Where in the listing does the string "Left" appear? Copy every line that holds it.

(SOURCE RECORDS Opens)

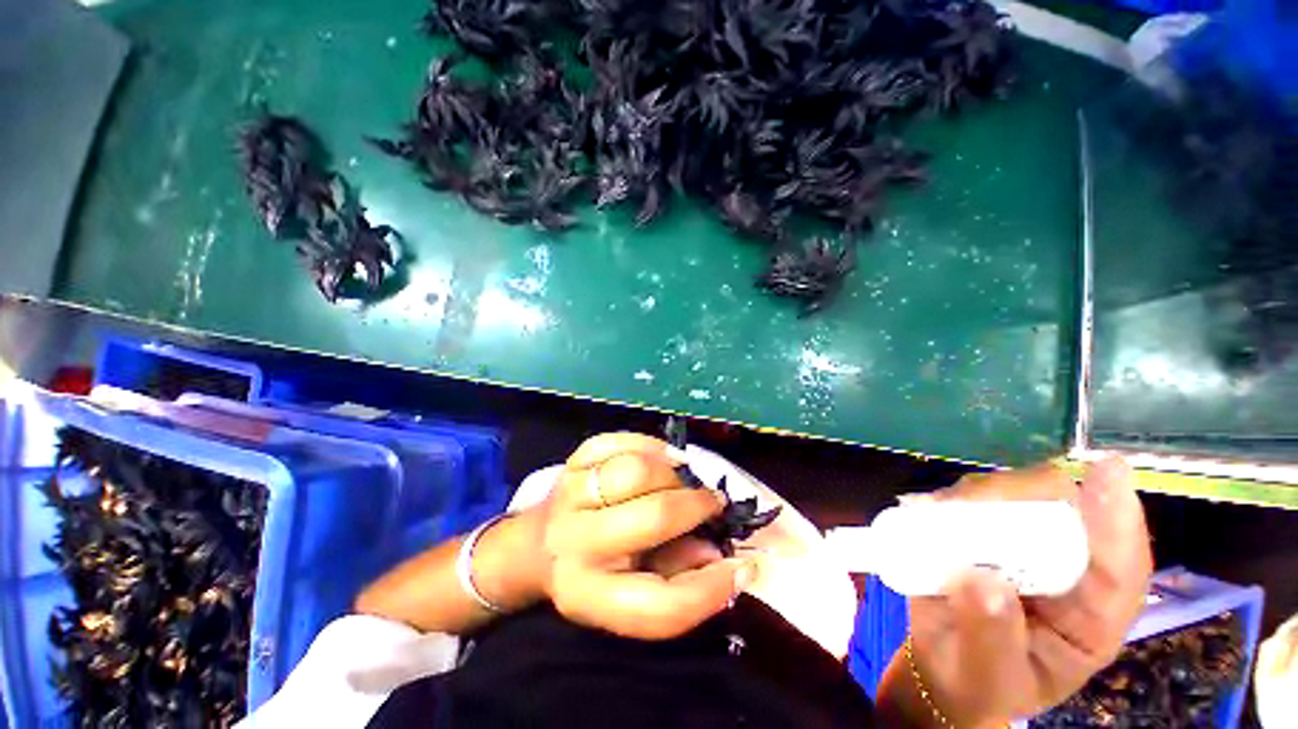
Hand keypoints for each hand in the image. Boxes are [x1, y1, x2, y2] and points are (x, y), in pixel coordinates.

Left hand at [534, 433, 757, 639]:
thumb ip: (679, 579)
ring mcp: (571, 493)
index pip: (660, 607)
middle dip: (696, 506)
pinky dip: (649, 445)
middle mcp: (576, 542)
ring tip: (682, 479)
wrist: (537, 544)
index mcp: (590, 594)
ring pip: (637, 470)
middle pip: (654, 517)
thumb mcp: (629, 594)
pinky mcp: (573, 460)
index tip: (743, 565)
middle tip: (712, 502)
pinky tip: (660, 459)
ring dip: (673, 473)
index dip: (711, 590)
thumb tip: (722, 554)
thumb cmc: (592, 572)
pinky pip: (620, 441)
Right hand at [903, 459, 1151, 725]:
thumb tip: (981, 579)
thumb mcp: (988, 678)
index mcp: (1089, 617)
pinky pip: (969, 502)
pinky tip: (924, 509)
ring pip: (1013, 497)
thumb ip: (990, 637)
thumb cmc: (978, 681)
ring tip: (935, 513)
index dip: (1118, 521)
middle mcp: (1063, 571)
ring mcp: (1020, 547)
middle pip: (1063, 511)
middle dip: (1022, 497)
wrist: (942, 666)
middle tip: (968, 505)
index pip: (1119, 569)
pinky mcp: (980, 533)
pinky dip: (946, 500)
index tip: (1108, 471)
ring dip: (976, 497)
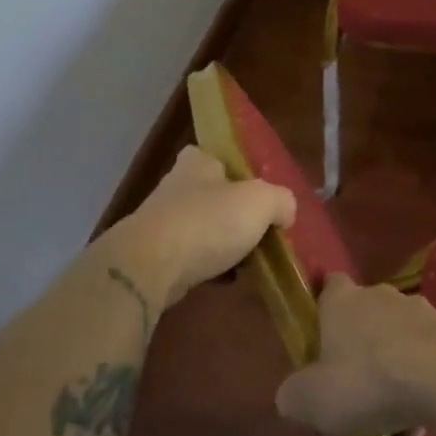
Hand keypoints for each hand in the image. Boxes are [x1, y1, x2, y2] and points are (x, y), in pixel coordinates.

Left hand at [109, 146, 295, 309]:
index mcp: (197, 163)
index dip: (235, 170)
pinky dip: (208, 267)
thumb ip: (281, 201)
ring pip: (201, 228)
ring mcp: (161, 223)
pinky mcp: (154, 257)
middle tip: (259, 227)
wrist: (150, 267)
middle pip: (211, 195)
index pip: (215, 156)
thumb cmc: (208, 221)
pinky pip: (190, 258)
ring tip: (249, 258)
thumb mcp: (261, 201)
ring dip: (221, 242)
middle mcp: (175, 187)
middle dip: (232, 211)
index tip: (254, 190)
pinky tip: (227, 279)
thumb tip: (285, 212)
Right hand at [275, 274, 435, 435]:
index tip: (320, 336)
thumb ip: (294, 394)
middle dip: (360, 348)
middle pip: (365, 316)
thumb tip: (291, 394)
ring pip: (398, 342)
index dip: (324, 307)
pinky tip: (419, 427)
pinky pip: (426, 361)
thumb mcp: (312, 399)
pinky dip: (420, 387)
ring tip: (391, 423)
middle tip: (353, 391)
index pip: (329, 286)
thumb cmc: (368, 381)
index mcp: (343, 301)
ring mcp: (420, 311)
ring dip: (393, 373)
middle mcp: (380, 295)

(SOURCE RECORDS Closes)
(SOURCE RECORDS Opens)

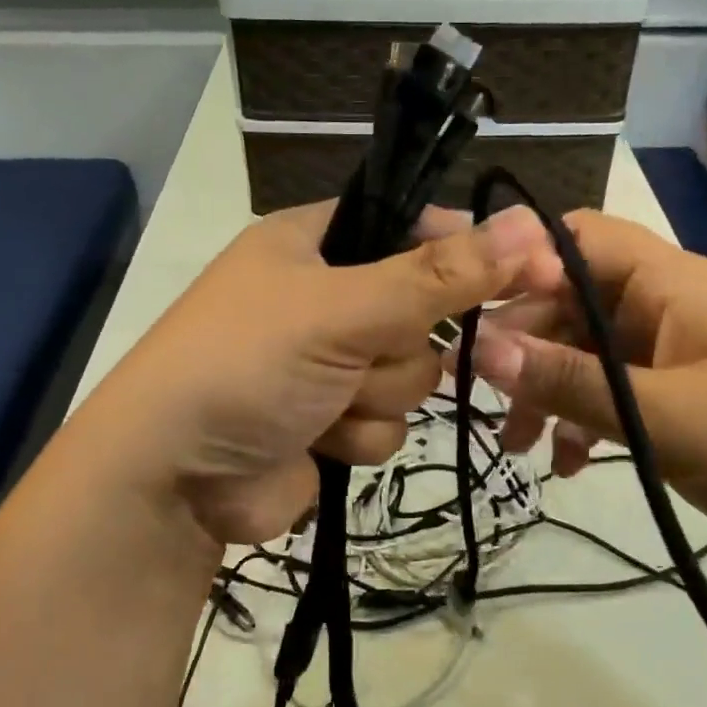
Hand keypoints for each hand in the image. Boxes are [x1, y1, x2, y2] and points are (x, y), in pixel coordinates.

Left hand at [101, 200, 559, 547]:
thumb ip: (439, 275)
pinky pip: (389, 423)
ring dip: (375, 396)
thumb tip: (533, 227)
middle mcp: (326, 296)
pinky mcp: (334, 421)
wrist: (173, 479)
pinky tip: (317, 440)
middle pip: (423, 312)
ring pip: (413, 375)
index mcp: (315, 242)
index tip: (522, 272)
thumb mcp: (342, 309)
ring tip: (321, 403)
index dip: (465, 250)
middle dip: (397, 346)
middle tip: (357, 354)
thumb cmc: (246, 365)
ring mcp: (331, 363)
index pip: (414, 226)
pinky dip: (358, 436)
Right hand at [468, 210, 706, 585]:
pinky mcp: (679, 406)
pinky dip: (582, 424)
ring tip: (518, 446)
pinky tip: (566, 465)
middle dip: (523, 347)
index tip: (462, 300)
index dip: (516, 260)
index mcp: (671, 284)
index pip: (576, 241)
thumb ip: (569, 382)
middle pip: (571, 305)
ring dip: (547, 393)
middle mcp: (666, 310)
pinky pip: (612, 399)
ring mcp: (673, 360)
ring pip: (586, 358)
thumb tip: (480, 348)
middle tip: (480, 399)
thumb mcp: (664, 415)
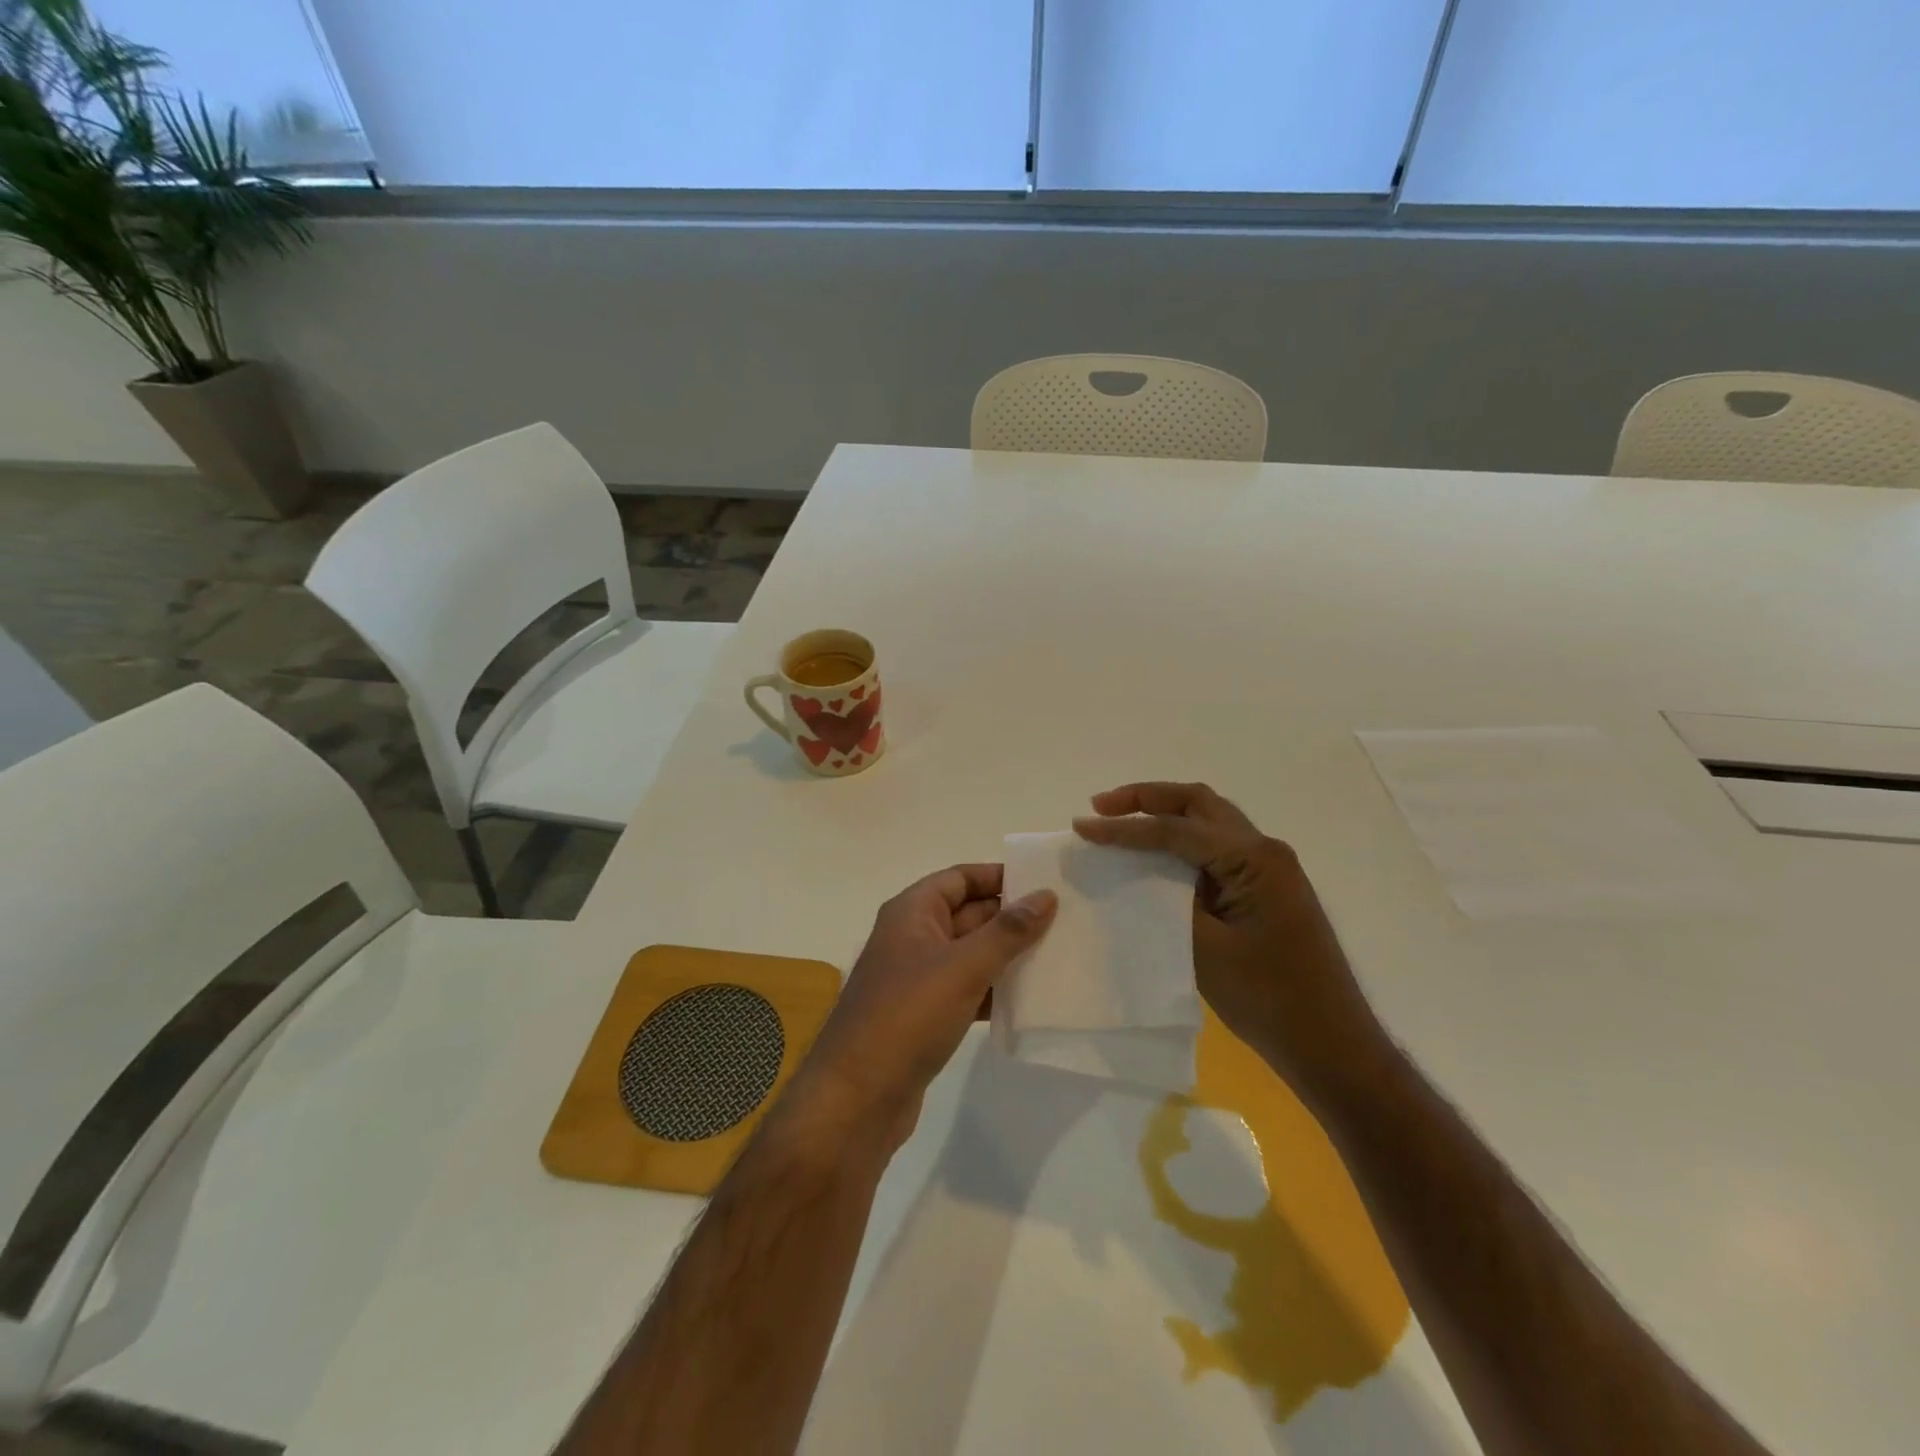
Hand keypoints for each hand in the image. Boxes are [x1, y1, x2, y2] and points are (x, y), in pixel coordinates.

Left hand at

(SOURCE RECORDS Closes)

• [YOUR SOLUTION]
Left hand at [534, 433, 757, 639]:
Left hand at [109, 146, 295, 309]:
Left hand at [101, 200, 559, 547]:
Left hand at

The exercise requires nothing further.